*YOUR OBJECTIVE*
Give back the data below exactly as it was given.

*PROVIDED RECORDS*
# # #

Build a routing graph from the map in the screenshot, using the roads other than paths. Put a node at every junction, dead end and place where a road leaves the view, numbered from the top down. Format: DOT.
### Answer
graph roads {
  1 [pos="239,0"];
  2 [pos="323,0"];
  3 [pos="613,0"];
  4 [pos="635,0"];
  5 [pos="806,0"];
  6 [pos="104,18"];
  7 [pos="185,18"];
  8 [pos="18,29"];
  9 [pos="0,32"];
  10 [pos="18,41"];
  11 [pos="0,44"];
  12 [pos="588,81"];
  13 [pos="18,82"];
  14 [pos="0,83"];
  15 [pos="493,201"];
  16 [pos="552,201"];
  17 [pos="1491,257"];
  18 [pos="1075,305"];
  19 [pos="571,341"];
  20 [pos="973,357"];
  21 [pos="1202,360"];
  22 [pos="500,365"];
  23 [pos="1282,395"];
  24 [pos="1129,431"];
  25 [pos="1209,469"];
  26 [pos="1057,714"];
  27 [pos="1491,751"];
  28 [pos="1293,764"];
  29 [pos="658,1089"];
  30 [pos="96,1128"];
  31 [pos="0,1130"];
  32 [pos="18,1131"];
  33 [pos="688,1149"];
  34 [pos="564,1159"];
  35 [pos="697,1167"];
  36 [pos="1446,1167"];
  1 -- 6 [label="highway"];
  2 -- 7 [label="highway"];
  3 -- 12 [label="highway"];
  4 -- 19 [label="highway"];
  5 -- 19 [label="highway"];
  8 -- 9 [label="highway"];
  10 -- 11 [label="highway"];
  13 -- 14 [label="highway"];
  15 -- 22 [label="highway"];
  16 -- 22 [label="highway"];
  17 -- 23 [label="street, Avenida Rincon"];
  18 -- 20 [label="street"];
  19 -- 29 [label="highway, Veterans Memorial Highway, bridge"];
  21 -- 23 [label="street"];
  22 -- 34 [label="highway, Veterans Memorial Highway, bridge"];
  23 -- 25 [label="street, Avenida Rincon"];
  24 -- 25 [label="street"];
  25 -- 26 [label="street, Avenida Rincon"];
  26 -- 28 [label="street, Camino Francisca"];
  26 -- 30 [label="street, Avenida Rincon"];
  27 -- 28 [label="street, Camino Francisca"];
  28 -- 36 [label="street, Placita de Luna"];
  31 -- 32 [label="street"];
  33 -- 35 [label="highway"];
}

# # #

*EXPECTED OUTPUT*
Build a routing graph from the map in the screenshot, using the roads other than paths. Put a node at every junction, dead end and place where a road leaves the view, numbered from the top down. Format: DOT.
### Answer
graph roads {
  1 [pos="239,0"];
  2 [pos="323,0"];
  3 [pos="613,0"];
  4 [pos="635,0"];
  5 [pos="806,0"];
  6 [pos="104,18"];
  7 [pos="185,18"];
  8 [pos="18,29"];
  9 [pos="0,32"];
  10 [pos="18,41"];
  11 [pos="0,44"];
  12 [pos="588,81"];
  13 [pos="18,82"];
  14 [pos="0,83"];
  15 [pos="493,201"];
  16 [pos="552,201"];
  17 [pos="1491,257"];
  18 [pos="1075,305"];
  19 [pos="571,341"];
  20 [pos="973,357"];
  21 [pos="1202,360"];
  22 [pos="500,365"];
  23 [pos="1282,395"];
  24 [pos="1129,431"];
  25 [pos="1209,469"];
  26 [pos="1057,714"];
  27 [pos="1491,751"];
  28 [pos="1293,764"];
  29 [pos="658,1089"];
  30 [pos="96,1128"];
  31 [pos="0,1130"];
  32 [pos="18,1131"];
  33 [pos="688,1149"];
  34 [pos="564,1159"];
  35 [pos="697,1167"];
  36 [pos="1446,1167"];
  1 -- 6 [label="highway"];
  2 -- 7 [label="highway"];
  3 -- 12 [label="highway"];
  4 -- 19 [label="highway"];
  5 -- 19 [label="highway"];
  8 -- 9 [label="highway"];
  10 -- 11 [label="highway"];
  13 -- 14 [label="highway"];
  15 -- 22 [label="highway"];
  16 -- 22 [label="highway"];
  17 -- 23 [label="street, Avenida Rincon"];
  18 -- 20 [label="street"];
  19 -- 29 [label="highway, Veterans Memorial Highway, bridge"];
  21 -- 23 [label="street"];
  22 -- 34 [label="highway, Veterans Memorial Highway, bridge"];
  23 -- 25 [label="street, Avenida Rincon"];
  24 -- 25 [label="street"];
  25 -- 26 [label="street, Avenida Rincon"];
  26 -- 28 [label="street, Camino Francisca"];
  26 -- 30 [label="street, Avenida Rincon"];
  27 -- 28 [label="street, Camino Francisca"];
  28 -- 36 [label="street, Placita de Luna"];
  31 -- 32 [label="street"];
  33 -- 35 [label="highway"];
}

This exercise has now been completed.